An important question is what happens with the MAH after moving into the OM. The positioning of the lateral opening, at the interface region of the LPS leaflet (Supplementary Fig. 13), allows movement of the hydrophobic molecule into the hydrocarbon layer of the LPS. Calculation of PMF profiles for benzene permeation across the OM has shown that the interface region of the LPS provides a strong energetic barrier32, preventing movement of the MAH back into the extracellular environment. Inside the hydrophobic core of the OM, the benzene is very mobile and readily enters the inner, phospholipid leaflet (Supplementary Fig. 13). The interface of the phospholipid leaflet forms a much smaller energetic barrier for benzene32, and we propose that MAH move into the periplasmic space via mass action, governed by their partitioning coefficients. MAH accumulation into the OM is likely to be tolerated relatively well compared to the IM, for which harmful changes in structure and function as a result of MAH are well-documented16. An advantage of the mass-action model is that it may provide a steady, low-level of MAH flux into the IM, preventing toxicity. Alternative, and in our opinion less likely, possibilities for FadL substrates to reach the IM are protein-protein33 and perhaps lipid-lipid bridges34 connecting the OM and IM.

FadL orthologs are very widespread in Gram-negative bacteria and, according to the Transporter Classification Database (http://www.tcdb.org/), are found within the phyla Proteobacteria, Nitrospirae, Spirochetes, Chlamydiae and the Bacteroidetes/Chlorobi group.

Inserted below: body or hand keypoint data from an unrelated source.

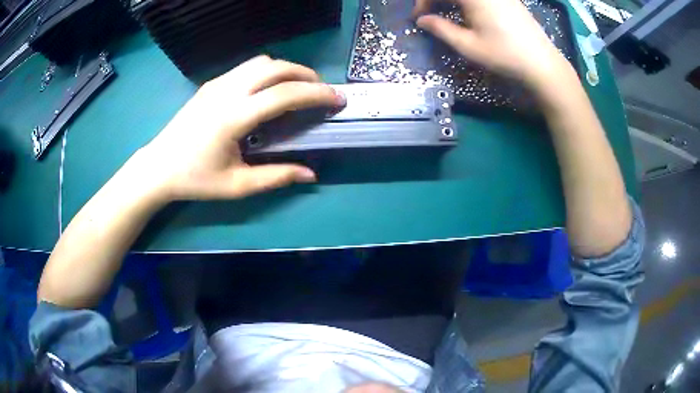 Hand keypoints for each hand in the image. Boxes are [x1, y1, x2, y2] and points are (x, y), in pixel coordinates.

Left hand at [130, 55, 344, 202]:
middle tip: (321, 92)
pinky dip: (268, 72)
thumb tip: (311, 175)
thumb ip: (276, 177)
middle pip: (276, 67)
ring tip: (298, 88)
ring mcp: (217, 84)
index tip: (337, 100)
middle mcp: (227, 92)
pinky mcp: (211, 84)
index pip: (284, 94)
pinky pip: (246, 68)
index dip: (316, 94)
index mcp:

Within the Proteobacteria, FadL orthologs are present in α- through ε-Proteobacteria. Despite their abundance, very few FadL orthologs have been studied, and based on the enormous number of potential substrates it is likely that this family mediates many important processes in Gram-negative bacteria. Our data on MAH uptake provide support for this hypothesis, since they show that small, moderately hydrophobic molecules also function as substrates of FadL channels. Quorum sensing is one potential area in which FadL-mediated transport might play a major role, given that many quorum sensing/auto-inducer molecules are hydrophobic35. Indeed, FadL orthologs have been shown to mediate N-acyl homoserine lactone uptake in Rhizobium spp36. Many Vibrio spp., commonly studied as quorum sensing model organisms, possess multiple FadL orthologs (V. cholerae has three), and it is tempting to speculate that some may be involved in quorum sensing signal uptake. Another, completely unexplored area concerns the potential role of FadL channels in the human gut microbiota. Many species within the abundant genus Bacteroides have several FadL orthologs (B. thetaiotaomicron has four). In addition, the gut contains a huge arsenal of potential substrates, such as LCFA, bile acids and sterols, suggesting that FadL channel-mediated processes could be important in gut biology.

Methods

Strain construction

Mini-Tn7 elements can be transferred readily into different backgrounds, since the molecular biology of Tn7 is well understood. The TnsABCD transposase components of Tn7 catalyse site- and orientation-specific insertion with high frequency into bacterial chromosomes at Tn7 attachment (attTn7) sites. These sites are located downstream of the highly conserved glmS gene, encoding essential glucosamine-6-phosphate synthetase (Pput_5291 in PpF1)37. Tn7-based genome knock-ins of PpF1-3 were performed according to established procedures38. Briefly, full-length wild-type and mutant genes (including their native signal sequence) were cloned in the multiple cloning site (MCS) of the pTJ1 delivery vector, which contains the mini-Tn7T-Tp-araC-PBAD-MCS mobile element for cloning and subsequent integration into the chromosome; genes cloned in this vector are under the control of the PBAD arabinose-inducible promoter. The plasmid also contains the dhfRII gene encoding trimethoprim resistance, which is used to select for chromosomal integration. The pTJ1 vector was moved into the S17 λ-pir conjugation strain via heat shock of competent cells. Plasmid transfer to PpF1-3 was achieved via 4-parental conjugation. Additional E. coli strains used were SM10 (λ-pir) containing the helper plasmid pTNS3 encoding the transposase gene, and SM10 (λ-pir) containing the conjugation helper plasmid pRK201338. The helper plasmids were moved into SM10 cells via electroporation at 2500 V (2 mm cuvette). Subsequently, 5 ml overnight cultures of the three plasmid-containing E. coli strains were set up in LB with appropriate antibiotics at 37 °C, in addition to the PpF1-3 strain at 30 °C in LB. The next morning, PpF1-3 was sub-cultured at 1:50 dilution and E. coli at 1:100 dilution (+ antibiotics) and grown until late log phase (OD ~ 1; ~4–5 h). 250 μl of PpF1-3 culture and 250 μl of each of the E. coli cultures were combined, centrifuged at 5,000 rpm for 3 min and resuspended in 100 μl LB. The cells were spotted onto a pre-warmed dry LB plate (no selection) and incubated at 30 °C overnight. The spot was collected in 1 ml LB, centrifuged and resuspended in 100 μl LB. Finally, cells were plated out on Pseudomonas Isolation agar plates with 1.5 mg/ml trimethoprim and incubated overnight at 30 °C. Colony PCR was performed to check for Tn7 integration37. The following Tn7-complemented strains were made in PpF1-3: todX, cymD, F1fadL, todX ΔS2, todX ΔS2S3, cymD ΔS2, cymD ΔS3, and cymD G105A.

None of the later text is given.